La défense de cette dernière, représentée par l’ancien ministre de la Justice José Eduardo Cardozo, a appelé à l’acquittement de Dilma Rousseff et précisé qu’ « un président de la République ne pouvait être démis de ses fonctions qu’en cas d’atteinte à la Constitution. Ce qui représenterait un crime majeur ». « Je suis du bon côté de l’Histoire » a affirmé M. Cardozo.
Après cette nouvelle étape, le procès de Mme Rousseff devrait s’ouvrir le 25 août, quatre jours après la fin des Jeux Olympiques, et durer cinq jours. Il se tiendra devant le Sénat, de nouveau présidé pour l’occasion par le président du Tribunal Suprême Ricardo Lewandowski. Le vote final se fera à la majorité des deux tiers. En cas de destitution définitive de la présidente, ce sera la fin de plus de 13 ans au pouvoir pour le Parti des Travailleurs (PT, gauche). Michel Temer, 75 ans, remplacera alors Dilma Rousseff jusqu’à la fin de son mandat, fin 2018.
Mme Rousseff serait alors le deuxième chef de l’Etat brésilien à être écarté du pouvoir, après Fernando Collor en 1992. M. Collor avait démissionné trois mois après l’ouverture d’une procédure de destitution pour corruption, au moment où le Sénat s’apprêtait à le reconnaître coupable.
La présidente, réélue pour un second mandat de quatre ans fin 2014, est accusée d’avoir maquillé les comptes publics et d’avoir signé des décrets engageant des dépenses non prévues au budget sans avoir demandé au préalable l’accord du Parlement, une pratique à laquelle ses prédécesseurs ont largement eu recours. Mme Rousseff conteste formellement avoir commis un quelconque « crime de responsabilité » et dénonce un coup d’Etat institutionnel ourdi par M. Temer et la droite brésilienne.

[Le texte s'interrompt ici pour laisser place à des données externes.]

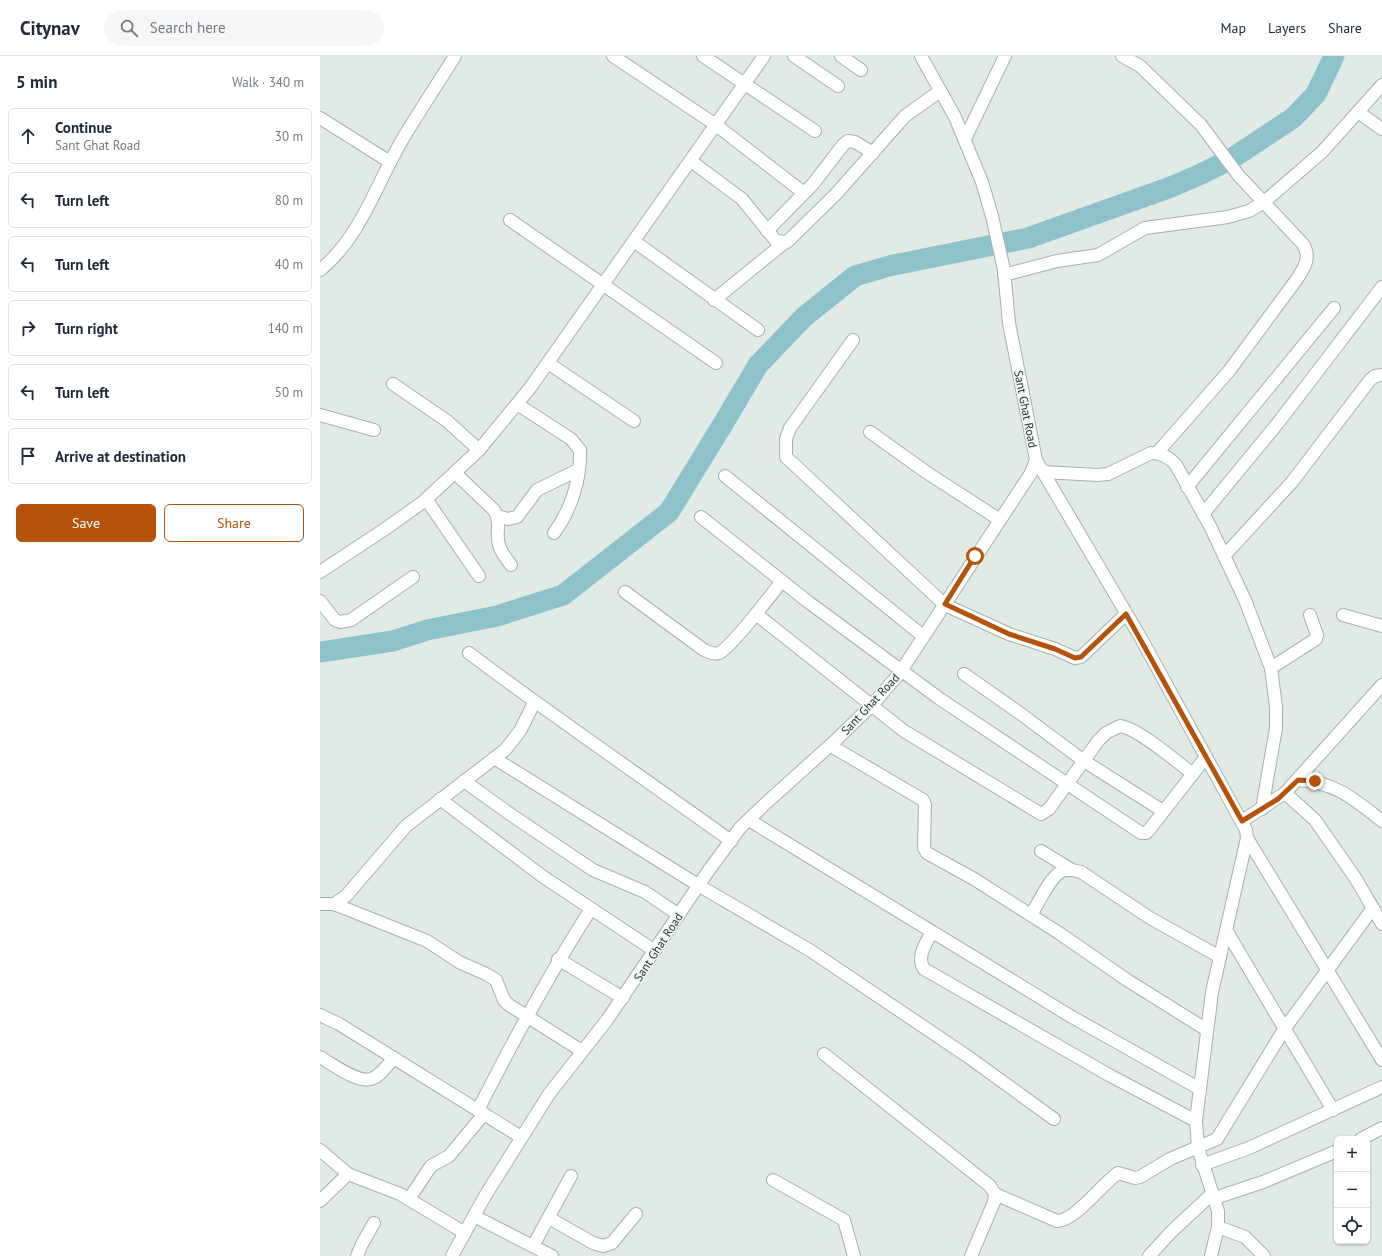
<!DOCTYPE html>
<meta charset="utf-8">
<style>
:root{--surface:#fff;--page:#f6f6f7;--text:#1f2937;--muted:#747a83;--line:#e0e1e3;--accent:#b45309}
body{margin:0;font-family:"PT Sans",sans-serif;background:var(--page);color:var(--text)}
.controls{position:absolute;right:12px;bottom:12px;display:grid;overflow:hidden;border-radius:6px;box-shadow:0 1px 3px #0004}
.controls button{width:36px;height:36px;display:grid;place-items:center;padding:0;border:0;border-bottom:1px solid var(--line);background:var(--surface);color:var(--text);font:20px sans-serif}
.stop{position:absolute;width:12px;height:12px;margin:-9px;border:3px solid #b45309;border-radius:50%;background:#fff}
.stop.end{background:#b45309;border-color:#fff;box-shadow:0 1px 4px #0008}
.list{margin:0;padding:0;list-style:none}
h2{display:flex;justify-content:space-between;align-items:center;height:52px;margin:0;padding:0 16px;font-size:17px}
h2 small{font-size:13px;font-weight:400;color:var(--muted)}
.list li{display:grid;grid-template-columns:26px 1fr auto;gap:12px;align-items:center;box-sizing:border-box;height:56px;margin:0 8px 8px;padding:0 8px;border:1px solid var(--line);border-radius:6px}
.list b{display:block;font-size:15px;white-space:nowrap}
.list p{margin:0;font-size:13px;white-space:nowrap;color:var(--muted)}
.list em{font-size:13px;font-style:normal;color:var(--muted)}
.actions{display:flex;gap:8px;padding:12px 16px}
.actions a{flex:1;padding:9px 0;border:1px solid var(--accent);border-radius:6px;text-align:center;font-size:14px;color:var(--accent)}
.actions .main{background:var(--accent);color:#fff}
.icon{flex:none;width:22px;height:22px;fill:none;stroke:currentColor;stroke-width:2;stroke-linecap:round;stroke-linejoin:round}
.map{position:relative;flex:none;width:1062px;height:1200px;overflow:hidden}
header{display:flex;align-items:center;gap:24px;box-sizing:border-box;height:56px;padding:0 20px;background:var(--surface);border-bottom:1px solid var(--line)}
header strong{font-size:19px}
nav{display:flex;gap:22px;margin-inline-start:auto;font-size:14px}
.search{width:280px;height:36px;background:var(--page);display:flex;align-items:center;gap:10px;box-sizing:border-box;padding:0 14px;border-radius:22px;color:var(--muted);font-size:15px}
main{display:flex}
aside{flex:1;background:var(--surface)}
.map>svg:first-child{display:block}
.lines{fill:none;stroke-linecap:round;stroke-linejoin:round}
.river{stroke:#8ec2ca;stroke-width:21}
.minor-casing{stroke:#a4b1ac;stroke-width:14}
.minor{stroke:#fff;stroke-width:12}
.route{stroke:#b45309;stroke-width:5}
.labels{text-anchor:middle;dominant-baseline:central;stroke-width:3;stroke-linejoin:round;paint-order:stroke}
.street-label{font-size:12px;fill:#233932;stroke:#f1f7f4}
</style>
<header>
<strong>Citynav</strong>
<div class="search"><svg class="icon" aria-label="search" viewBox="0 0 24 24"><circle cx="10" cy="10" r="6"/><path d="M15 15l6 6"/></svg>Search here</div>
<nav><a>Map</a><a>Layers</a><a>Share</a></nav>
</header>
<main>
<aside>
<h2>5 min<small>Walk · 340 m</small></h2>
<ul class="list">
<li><svg class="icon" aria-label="ahead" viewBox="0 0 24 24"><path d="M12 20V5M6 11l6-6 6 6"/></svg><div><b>Continue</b><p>Sant Ghat Road</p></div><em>30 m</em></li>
<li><svg class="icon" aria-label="left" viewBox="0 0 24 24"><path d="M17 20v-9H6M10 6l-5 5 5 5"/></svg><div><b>Turn left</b></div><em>80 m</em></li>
<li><svg class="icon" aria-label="left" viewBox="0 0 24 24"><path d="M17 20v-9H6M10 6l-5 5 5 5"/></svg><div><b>Turn left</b></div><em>40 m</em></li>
<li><svg class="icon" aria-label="right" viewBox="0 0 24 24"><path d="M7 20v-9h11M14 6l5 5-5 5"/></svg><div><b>Turn right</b></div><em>140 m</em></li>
<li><svg class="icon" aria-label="left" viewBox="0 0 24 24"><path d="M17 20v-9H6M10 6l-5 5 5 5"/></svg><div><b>Turn left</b></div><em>50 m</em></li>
<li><svg class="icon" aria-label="arrive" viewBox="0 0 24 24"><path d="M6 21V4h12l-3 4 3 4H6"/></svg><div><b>Arrive at destination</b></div></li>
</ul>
<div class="actions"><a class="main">Save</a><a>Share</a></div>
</aside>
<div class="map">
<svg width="1062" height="1200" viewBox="0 0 1062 1200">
<rect width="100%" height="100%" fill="#e1eae5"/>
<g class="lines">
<polyline class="river" points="0,596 73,585 107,574 177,560 243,539 349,456 403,368 438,309 484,261 535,220 569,210 708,182 851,131 881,118 911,103 973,62 996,38 1014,0"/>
<defs>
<g id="minor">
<polyline points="293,0 396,69 484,137"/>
<polyline points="383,0 495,75"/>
<polyline points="474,0 518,30"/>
<polyline points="521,0 541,14"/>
<path d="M802 0 820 10 881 69 919 120 983 188C991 201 985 211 977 223L909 315 837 397"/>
<polyline points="1038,56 1062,73"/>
<polyline points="0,62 70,106"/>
<polyline points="645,83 685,0"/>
<polyline points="371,105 422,143 456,185 467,186 516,138 585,60 620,35"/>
<polyline points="190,164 396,307"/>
<polyline points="447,175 493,128 523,89 528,85 535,86 553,97"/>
<polyline points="315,186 438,274"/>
<path d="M0 214C40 182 56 129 81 86 98 57 117 29 135 0"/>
<polyline points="684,219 737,205 778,199 825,172 908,161 929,155 944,146 1002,96 1062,29"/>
<polyline points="394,244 464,187"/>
<polyline points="533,284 470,372 466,383 466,401 625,549 689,578 735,593 755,602 761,601 806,558"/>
<polyline points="228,307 314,365"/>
<polyline points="73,328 127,365 159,394"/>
<path d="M197 348 251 383 260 394C261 423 251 454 234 477"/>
<polyline points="0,359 54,374"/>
<polyline points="550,376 606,416 680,464"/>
<polyline points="716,404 822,584 926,774 927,782 892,936 876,1065 878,1092 898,1155 898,1171 891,1200"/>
<path d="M723 416 778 419 788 418 831 397C842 397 849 401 856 409L890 470 925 544 951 612 956 651V672L942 753"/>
<path d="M135 417 174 454C182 468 175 476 179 489 181 497 187 503 191 509"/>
<polyline points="405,420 603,580"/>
<polyline points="867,431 1014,252"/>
<polyline points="106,443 159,520"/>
<polyline points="883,458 958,367 1062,231"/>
<polyline points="177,460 188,463 197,461 217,434 258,414"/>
<polyline points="381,461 487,545 620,643 821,777 826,777 829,774 886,701"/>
<polyline points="904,500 972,426 1050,324 1055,320 1062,319"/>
<polyline points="0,516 65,473 103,446 159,394 210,332 444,0"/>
<path d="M305 536 384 594C389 596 393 599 399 597 412 591 451 539 462 525"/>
<polyline points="0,545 15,564 20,566 31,564 93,521"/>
<path d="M436 558 584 675 721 758 729 753 778 685 786 677 800 670C818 672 857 706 873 718"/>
<polyline points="1023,559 1062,570"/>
<path d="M149 597C235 662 324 722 411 785"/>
<polyline points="951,612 996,583 997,579 990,559"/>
<polyline points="644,618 701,658 764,705 843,755"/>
<polyline points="511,690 603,744 605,749 604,792 607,797 654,823 739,877 807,924 887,974"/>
<polyline points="174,702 378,829 491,895 647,1000 734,1063"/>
<path d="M978 724C1015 726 1034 743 1062 765"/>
<polyline points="144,725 190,758 273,814 325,836 359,859"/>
<polyline points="965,737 995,764 1036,823 1062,868"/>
<polyline points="120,743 222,820 335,895"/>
<polyline points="429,764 752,961 880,1033"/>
<polyline points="922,765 965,737 1062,629"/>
<polyline points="927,782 1062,1004"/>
<polyline points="721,795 752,814"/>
<polyline points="0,848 14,848 26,840 86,770 185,694 200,675 214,647"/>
<polyline points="14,848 107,885 139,906 166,918 176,924 184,944 189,949 262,995"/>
<path d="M711 859C719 847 731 817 745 814 751 813 756 815 761 816L830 862 900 901"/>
<polyline points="906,874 1013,1054"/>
<path d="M612 876C606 887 596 901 604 913L789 1019 876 1065"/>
<polyline points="238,903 303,942"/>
<polyline points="0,959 19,968 201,1081"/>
<polyline points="504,998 670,1130 675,1138 674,1146 651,1200"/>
<path d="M0 1001C12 1008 37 1027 51 1023 61 1020 67 1009 74 1002"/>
<path d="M158 1054C193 985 229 918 271 853"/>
<polyline points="1041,1083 1062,1072"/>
<polyline points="0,1094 28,1118 80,1138 145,1177"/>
<polyline points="882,1109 929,1092 1062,1031"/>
<polyline points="453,1124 524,1164 534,1200"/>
<path d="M675 1138 737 1165C755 1165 782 1128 798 1117L815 1122 820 1121 850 1103 897 1083 965 972 1053 852"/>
<polyline points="895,1142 943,1126 1017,1095"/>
<polyline points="89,1143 111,1110 129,1100 164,1058"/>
<polyline points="0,1145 28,1118"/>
<polyline points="154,1160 232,1200"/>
<polyline points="229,1162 273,1187 283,1190 292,1187 316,1158"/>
<polyline points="898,1171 925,1181 944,1200"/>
<polyline points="213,1190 251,1120"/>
<polyline points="37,1200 42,1188 54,1167"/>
<polyline points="132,1200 165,1140 229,1038 287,964 389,814 420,772 446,747 515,685 553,648 579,618 711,417 716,404 689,267 684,214 672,160 662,126 635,61 601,0"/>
<polyline points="829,1200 852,1175 893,1137"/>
</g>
</defs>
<use href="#minor" class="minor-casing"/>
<use href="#minor" class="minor"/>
</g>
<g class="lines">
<polyline class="route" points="655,500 625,548 689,578 735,593 755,602 761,601 806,558 922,765 958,743 978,724 995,725"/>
</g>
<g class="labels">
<g class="street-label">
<text transform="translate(706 353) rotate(79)">Sant Ghat Road</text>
<text transform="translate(550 648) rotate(-47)">Sant Ghat Road</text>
<text transform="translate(338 891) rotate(-57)">Sant Ghat Road</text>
</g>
</g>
</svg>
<div class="controls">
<button>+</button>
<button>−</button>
<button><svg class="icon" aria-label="locate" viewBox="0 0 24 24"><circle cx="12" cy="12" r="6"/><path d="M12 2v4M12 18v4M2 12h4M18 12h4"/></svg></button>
</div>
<div class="stop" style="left:655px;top:500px"></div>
<div class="stop end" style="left:995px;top:725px"></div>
</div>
</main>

Sur le plan strictement juridique, le parquet brésilien lui a donné partiellement raison en estimant que les tours de passe-passe budgétaires qui lui sont reprochés n’étaient pas constitutifs de crimes. L’accusation, déjà fragile, ne reposerait plus que sur la signature de quelques décrets litigieux.
Entre les nouvelles médailles olympiques de Michael Phelps, l’entrée en piste d’Usain Bolt et les attentes autour de la Seleçao de Neymar dans le tournoi olympique, les Brésiliens suivent le dernier acte de cette telenovela politique qui a plongé le Brésil dans sa pire crise institutionnelle depuis des décennies. Ce géant d’Amérique latine s’achemine vers sa plus forte récession en un siècle, au milieu du gigantesque scandale Petrobras.